* **Directions for this task**:
Please copy every line from the records below that contains the string "points".
Start of Data excerpts
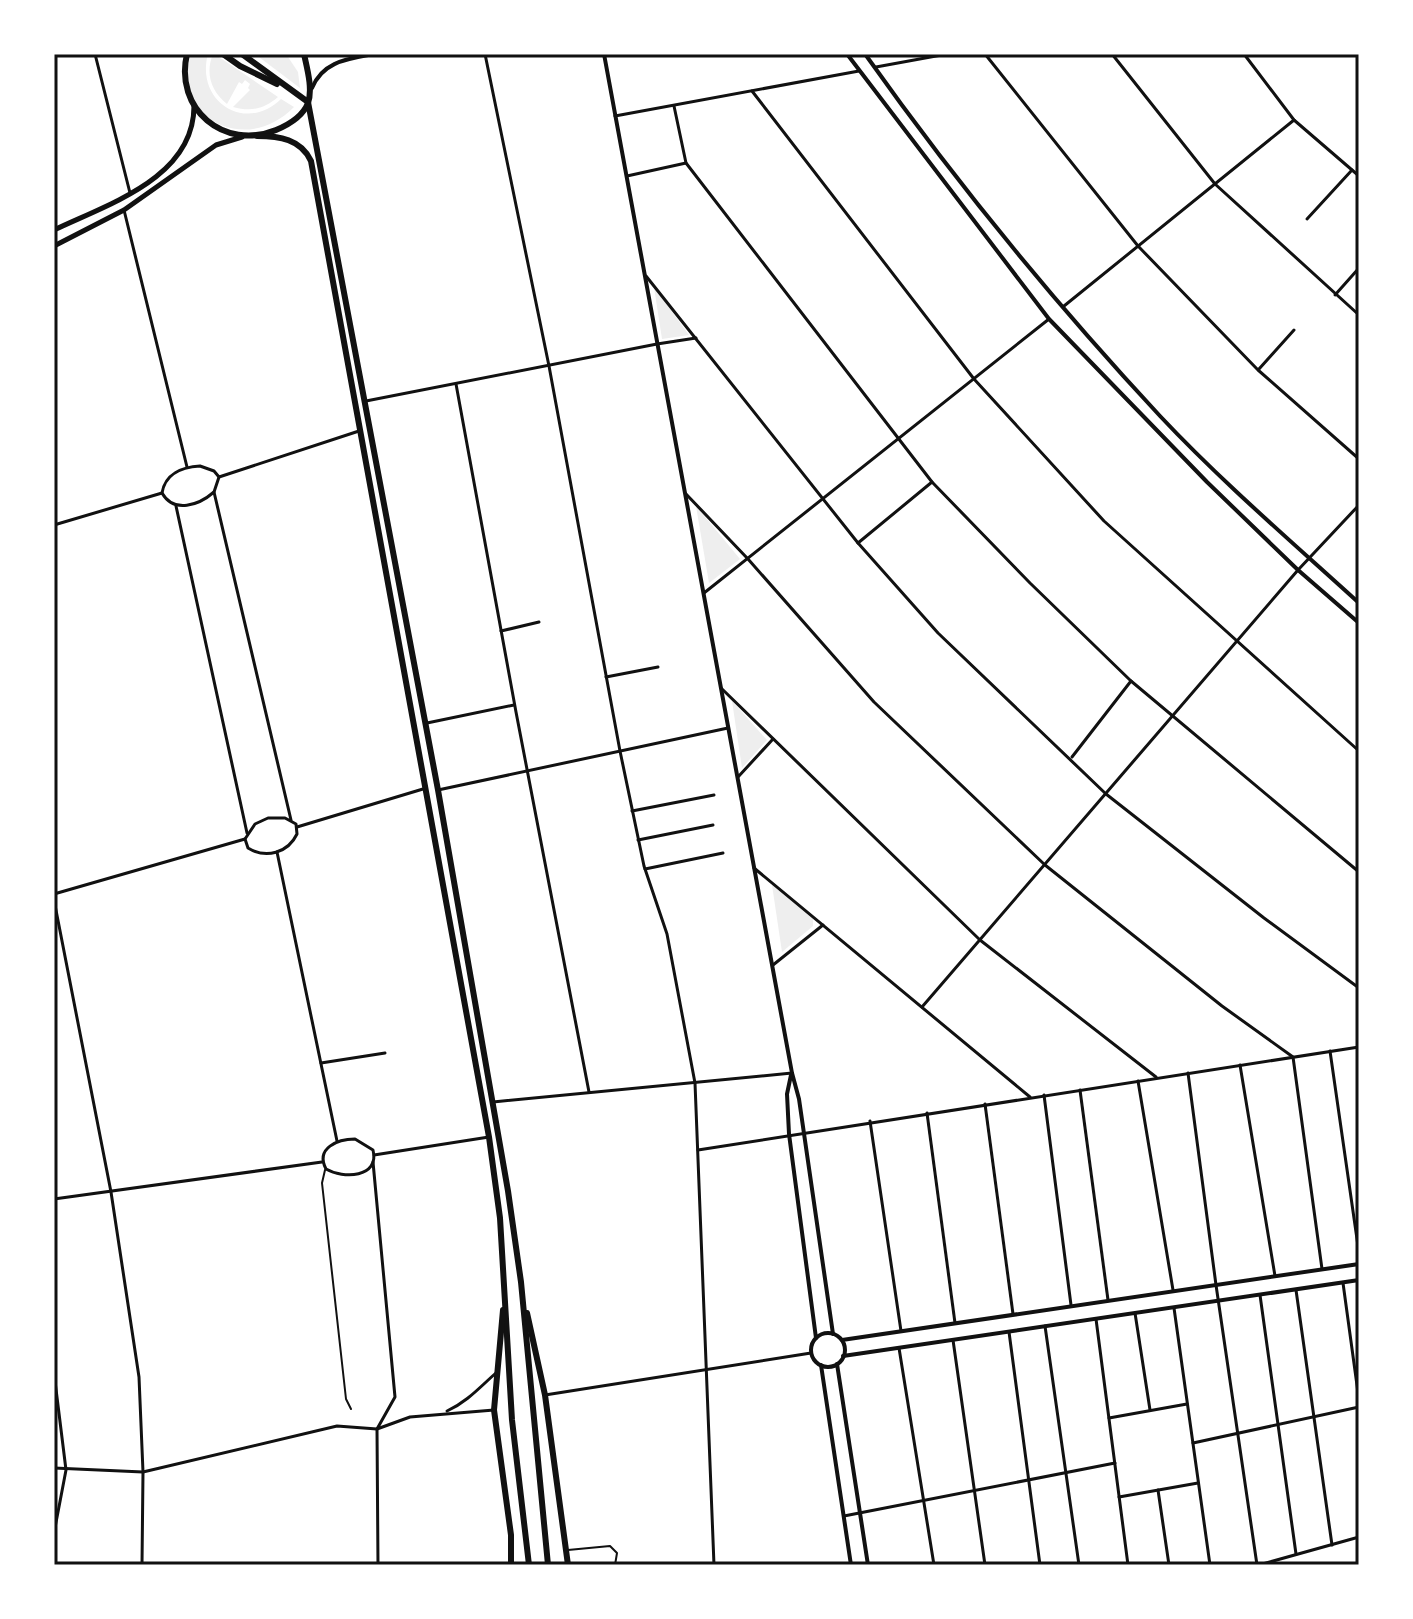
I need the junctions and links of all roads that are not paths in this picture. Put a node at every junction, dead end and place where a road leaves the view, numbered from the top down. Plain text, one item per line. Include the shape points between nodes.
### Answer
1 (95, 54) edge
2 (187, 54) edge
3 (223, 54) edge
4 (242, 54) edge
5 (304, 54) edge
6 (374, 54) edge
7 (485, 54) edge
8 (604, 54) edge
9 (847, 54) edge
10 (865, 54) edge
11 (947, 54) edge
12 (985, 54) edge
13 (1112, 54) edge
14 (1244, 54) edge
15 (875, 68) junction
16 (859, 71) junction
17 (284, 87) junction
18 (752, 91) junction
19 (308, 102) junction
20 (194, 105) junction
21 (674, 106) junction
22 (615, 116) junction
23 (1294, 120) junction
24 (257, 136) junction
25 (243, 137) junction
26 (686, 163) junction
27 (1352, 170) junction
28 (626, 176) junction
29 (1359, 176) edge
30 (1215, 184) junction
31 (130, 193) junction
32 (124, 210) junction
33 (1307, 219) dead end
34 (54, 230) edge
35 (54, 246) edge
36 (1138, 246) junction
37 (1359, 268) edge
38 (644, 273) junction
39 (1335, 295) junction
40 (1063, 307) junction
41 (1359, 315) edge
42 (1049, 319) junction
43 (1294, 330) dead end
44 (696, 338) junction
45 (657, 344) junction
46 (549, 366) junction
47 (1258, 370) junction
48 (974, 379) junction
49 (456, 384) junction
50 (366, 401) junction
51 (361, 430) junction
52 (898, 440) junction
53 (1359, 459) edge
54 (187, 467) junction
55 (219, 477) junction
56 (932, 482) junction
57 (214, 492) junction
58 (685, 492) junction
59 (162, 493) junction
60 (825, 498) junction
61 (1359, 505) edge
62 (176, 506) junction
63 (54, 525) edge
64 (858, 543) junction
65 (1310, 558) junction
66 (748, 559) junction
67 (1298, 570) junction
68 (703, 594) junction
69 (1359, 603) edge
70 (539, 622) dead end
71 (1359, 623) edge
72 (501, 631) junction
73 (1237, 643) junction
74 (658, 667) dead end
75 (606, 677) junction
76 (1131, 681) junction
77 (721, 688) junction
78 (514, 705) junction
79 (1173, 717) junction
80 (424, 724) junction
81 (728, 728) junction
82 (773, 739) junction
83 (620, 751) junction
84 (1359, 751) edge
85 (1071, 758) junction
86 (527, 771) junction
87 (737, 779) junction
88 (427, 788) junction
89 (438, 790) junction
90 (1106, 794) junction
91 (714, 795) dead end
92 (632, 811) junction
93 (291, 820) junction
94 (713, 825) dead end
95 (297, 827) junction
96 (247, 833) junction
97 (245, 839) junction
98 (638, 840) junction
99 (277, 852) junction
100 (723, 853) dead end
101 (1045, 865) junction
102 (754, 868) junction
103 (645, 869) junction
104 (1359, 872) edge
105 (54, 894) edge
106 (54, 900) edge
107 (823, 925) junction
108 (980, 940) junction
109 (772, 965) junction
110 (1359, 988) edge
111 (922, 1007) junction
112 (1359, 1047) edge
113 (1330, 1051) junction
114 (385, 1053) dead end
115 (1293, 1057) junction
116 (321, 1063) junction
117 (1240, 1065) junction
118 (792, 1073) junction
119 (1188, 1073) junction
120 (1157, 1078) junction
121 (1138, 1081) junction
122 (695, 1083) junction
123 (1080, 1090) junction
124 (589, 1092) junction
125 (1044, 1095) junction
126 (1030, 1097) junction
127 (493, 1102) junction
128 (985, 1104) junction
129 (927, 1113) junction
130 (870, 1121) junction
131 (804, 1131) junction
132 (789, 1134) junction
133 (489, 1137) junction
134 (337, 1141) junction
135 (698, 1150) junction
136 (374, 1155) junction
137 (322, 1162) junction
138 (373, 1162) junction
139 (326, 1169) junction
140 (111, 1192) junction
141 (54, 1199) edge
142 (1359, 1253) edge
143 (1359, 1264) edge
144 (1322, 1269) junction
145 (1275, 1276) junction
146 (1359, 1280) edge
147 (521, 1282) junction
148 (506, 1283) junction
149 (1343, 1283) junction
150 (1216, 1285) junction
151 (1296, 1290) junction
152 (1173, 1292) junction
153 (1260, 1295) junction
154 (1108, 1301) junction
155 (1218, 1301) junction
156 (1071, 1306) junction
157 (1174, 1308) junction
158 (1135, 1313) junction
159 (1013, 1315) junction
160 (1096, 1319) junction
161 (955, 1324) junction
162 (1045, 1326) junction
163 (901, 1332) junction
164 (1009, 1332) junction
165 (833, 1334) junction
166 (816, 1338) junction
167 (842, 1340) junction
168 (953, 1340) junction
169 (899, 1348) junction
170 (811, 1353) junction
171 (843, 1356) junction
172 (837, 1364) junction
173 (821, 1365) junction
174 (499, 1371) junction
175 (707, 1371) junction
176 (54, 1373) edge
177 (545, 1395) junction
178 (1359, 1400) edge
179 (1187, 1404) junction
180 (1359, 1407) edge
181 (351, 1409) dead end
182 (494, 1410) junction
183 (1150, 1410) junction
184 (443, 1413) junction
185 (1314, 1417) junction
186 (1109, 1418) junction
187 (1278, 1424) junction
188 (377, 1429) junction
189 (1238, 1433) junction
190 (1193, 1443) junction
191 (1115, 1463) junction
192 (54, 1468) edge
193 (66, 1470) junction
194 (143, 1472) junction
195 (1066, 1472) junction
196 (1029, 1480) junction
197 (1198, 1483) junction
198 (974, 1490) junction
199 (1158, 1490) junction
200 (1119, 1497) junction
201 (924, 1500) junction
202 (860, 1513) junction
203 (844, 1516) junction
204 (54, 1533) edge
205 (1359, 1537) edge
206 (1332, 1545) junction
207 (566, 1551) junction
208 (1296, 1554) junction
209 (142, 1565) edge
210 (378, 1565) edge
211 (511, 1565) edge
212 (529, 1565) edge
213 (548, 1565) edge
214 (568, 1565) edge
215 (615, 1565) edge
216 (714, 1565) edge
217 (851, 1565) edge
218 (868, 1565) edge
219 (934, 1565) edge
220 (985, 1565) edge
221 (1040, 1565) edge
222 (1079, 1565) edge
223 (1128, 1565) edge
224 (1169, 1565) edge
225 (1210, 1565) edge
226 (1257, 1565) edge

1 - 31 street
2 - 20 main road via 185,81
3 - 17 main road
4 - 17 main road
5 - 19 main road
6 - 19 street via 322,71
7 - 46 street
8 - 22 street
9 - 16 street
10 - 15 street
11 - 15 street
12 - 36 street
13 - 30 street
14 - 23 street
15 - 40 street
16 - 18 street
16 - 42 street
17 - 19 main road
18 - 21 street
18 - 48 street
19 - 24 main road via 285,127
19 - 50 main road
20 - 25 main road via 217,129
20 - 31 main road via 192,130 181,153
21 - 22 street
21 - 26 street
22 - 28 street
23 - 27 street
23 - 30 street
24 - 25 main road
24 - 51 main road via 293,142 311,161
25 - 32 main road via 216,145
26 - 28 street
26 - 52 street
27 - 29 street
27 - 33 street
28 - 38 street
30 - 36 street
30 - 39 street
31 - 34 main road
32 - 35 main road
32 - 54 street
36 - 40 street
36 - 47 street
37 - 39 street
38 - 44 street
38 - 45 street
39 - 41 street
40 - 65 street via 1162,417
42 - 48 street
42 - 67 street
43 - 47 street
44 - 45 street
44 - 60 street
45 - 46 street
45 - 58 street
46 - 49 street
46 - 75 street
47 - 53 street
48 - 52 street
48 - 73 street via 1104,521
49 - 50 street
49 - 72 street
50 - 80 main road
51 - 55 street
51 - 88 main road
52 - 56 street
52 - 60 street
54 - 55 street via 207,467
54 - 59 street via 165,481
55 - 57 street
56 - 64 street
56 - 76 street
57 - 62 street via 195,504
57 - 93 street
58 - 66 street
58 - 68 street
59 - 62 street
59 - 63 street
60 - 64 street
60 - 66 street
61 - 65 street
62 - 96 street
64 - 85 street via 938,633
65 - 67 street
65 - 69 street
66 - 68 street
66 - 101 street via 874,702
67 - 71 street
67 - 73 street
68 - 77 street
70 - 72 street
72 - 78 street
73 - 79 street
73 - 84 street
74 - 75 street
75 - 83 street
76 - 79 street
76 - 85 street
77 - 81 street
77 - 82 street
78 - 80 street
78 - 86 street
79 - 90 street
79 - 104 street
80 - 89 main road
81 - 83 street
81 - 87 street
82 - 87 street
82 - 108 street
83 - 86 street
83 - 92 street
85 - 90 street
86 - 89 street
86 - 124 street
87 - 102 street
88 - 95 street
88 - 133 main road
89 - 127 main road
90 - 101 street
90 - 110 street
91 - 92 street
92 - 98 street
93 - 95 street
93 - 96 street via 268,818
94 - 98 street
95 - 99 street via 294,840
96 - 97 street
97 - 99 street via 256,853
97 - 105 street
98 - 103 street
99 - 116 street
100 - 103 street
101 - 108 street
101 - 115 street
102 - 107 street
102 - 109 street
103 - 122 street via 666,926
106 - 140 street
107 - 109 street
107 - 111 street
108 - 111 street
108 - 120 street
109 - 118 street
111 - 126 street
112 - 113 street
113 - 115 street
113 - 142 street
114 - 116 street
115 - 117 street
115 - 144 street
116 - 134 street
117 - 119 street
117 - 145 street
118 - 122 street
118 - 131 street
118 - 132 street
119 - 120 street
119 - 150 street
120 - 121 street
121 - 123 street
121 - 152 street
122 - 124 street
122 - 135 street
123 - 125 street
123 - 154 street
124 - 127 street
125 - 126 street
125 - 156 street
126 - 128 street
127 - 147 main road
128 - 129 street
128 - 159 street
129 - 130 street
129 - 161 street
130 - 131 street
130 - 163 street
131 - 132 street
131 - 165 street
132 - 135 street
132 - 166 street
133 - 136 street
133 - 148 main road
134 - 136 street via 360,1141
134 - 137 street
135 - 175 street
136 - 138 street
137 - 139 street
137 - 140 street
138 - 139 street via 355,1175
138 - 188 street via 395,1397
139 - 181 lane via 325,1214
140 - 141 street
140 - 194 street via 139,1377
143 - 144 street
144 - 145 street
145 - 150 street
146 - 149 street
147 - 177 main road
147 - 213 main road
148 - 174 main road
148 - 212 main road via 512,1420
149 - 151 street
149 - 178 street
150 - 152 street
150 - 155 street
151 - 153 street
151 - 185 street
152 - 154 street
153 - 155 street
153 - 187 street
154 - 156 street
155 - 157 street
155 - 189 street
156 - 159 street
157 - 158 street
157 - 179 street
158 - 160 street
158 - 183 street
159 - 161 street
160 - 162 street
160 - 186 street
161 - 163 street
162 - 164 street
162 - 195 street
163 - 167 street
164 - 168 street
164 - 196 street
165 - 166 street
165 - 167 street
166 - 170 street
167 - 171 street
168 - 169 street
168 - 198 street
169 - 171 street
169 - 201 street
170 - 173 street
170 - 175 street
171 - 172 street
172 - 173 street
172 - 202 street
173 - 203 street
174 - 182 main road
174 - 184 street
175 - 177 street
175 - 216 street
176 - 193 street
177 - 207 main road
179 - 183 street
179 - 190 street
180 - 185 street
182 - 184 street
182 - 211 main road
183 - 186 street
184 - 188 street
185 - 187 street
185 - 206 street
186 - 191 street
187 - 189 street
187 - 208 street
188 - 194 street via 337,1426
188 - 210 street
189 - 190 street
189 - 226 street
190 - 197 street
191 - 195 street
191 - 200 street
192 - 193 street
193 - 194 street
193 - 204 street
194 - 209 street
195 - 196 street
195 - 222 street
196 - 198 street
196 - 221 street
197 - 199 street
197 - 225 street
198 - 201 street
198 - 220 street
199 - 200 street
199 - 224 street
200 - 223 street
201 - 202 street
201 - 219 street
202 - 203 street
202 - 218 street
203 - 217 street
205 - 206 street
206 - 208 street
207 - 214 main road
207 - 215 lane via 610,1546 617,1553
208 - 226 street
End of Data excerpts
Start of Data excerpts
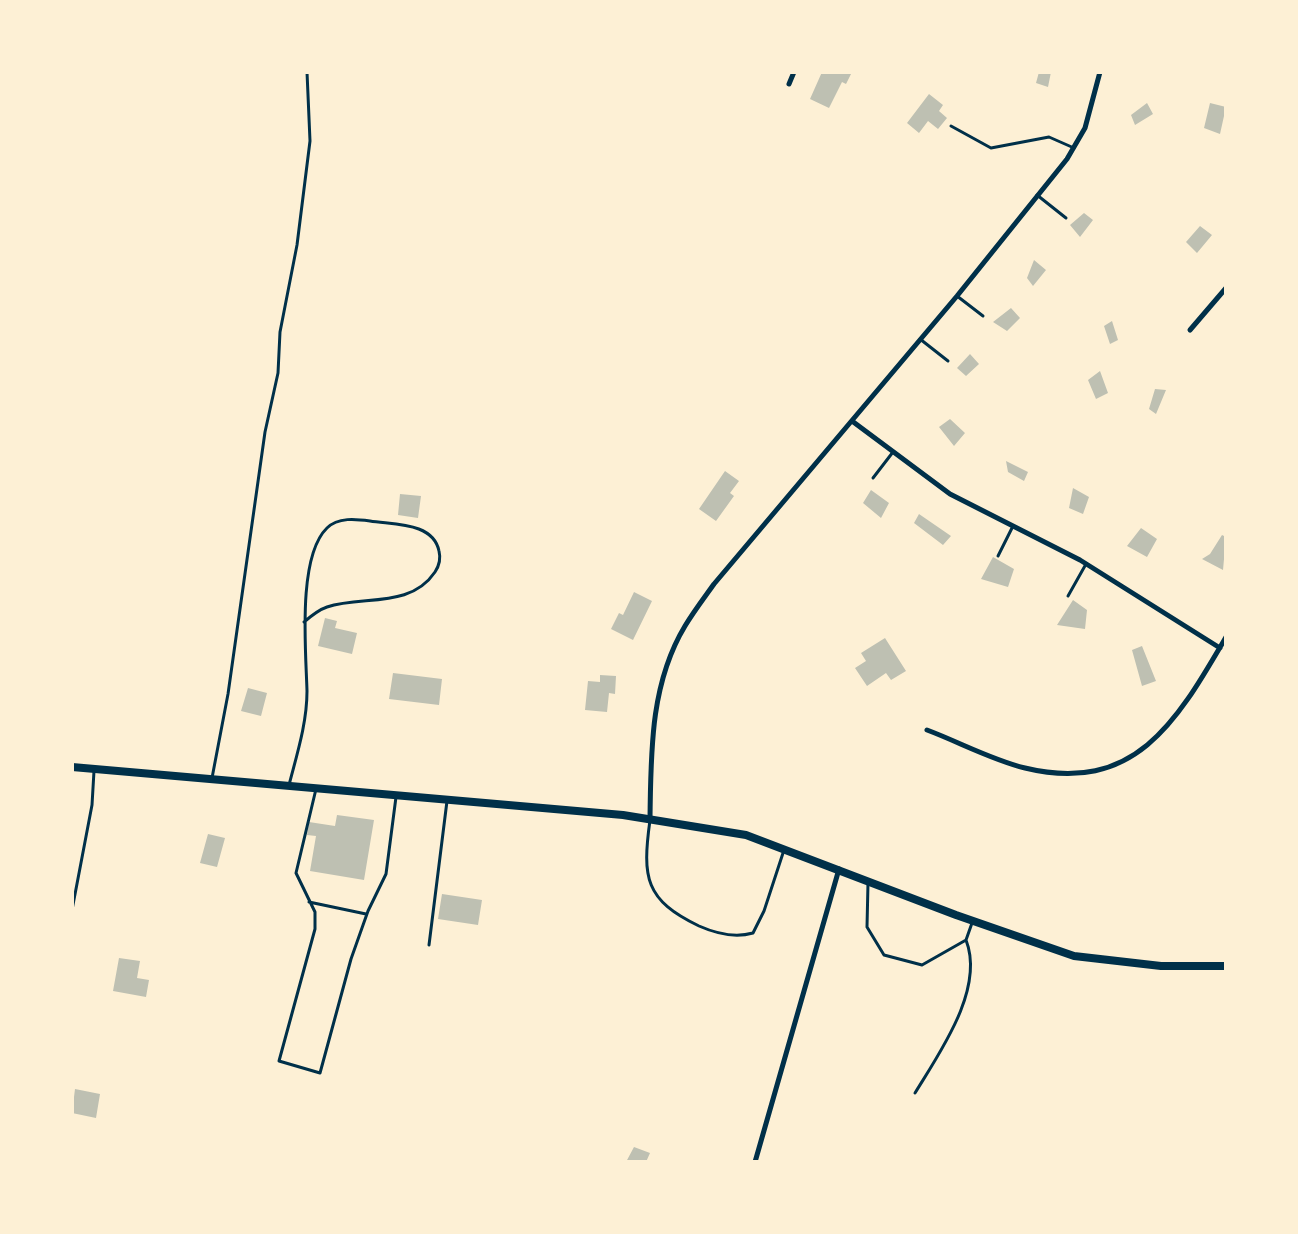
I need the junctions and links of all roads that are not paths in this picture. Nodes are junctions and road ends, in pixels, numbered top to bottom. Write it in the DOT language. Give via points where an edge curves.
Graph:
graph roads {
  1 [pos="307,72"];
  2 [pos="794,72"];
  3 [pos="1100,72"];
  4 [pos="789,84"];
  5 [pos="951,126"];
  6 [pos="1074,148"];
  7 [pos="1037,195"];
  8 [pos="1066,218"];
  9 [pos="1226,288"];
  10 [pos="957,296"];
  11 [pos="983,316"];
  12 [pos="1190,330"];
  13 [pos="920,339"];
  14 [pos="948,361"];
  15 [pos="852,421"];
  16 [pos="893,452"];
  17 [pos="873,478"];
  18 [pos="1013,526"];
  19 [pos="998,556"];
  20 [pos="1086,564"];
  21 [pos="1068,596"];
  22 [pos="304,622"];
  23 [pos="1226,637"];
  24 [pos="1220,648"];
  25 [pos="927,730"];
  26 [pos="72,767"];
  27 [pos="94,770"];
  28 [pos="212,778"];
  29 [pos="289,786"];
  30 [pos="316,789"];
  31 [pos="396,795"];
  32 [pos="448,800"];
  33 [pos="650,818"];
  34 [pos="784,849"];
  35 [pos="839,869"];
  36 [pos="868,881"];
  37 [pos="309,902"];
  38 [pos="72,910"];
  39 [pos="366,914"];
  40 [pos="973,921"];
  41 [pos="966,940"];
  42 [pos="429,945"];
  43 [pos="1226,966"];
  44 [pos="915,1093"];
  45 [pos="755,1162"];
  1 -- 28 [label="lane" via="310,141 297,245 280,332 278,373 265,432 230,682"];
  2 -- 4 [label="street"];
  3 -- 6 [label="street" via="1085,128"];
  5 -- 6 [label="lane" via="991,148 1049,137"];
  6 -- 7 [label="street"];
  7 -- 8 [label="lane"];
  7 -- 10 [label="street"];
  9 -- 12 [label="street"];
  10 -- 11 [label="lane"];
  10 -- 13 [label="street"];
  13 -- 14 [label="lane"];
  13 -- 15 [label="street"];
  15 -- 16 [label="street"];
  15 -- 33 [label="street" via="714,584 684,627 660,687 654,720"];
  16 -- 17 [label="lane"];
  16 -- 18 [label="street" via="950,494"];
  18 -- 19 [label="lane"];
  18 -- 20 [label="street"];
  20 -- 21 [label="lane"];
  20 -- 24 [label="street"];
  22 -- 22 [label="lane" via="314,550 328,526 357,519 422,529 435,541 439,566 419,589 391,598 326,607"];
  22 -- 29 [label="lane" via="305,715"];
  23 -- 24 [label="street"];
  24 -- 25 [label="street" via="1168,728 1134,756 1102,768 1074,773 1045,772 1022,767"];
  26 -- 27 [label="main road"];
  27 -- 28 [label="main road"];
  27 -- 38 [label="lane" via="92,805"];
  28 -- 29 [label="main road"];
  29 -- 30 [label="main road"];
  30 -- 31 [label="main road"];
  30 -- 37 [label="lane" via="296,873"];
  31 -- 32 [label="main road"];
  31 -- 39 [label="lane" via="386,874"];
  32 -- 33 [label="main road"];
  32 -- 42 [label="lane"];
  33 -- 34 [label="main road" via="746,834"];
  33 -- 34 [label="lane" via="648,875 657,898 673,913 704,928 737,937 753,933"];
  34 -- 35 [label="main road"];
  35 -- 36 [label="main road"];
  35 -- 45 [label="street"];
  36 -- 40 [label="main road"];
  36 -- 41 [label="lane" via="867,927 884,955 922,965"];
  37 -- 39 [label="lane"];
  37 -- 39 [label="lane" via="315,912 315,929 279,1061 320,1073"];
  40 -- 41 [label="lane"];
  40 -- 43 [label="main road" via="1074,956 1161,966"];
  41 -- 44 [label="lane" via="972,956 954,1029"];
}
End of Data excerpts
* **Problem solution**:
I need the junctions and links of all roads that are not paths in this picture. Put a node at every junction, dead end and place where a road leaves the view, numbered from the top down. Plain text, one item per line. Include the shape points between nodes.
I need the junctions and links of all roads that are not paths in this picture. Nodes are junctions and road ends, in pixels, numbered top to bottom. Write it in the DOT language. Give via points where an edge curves.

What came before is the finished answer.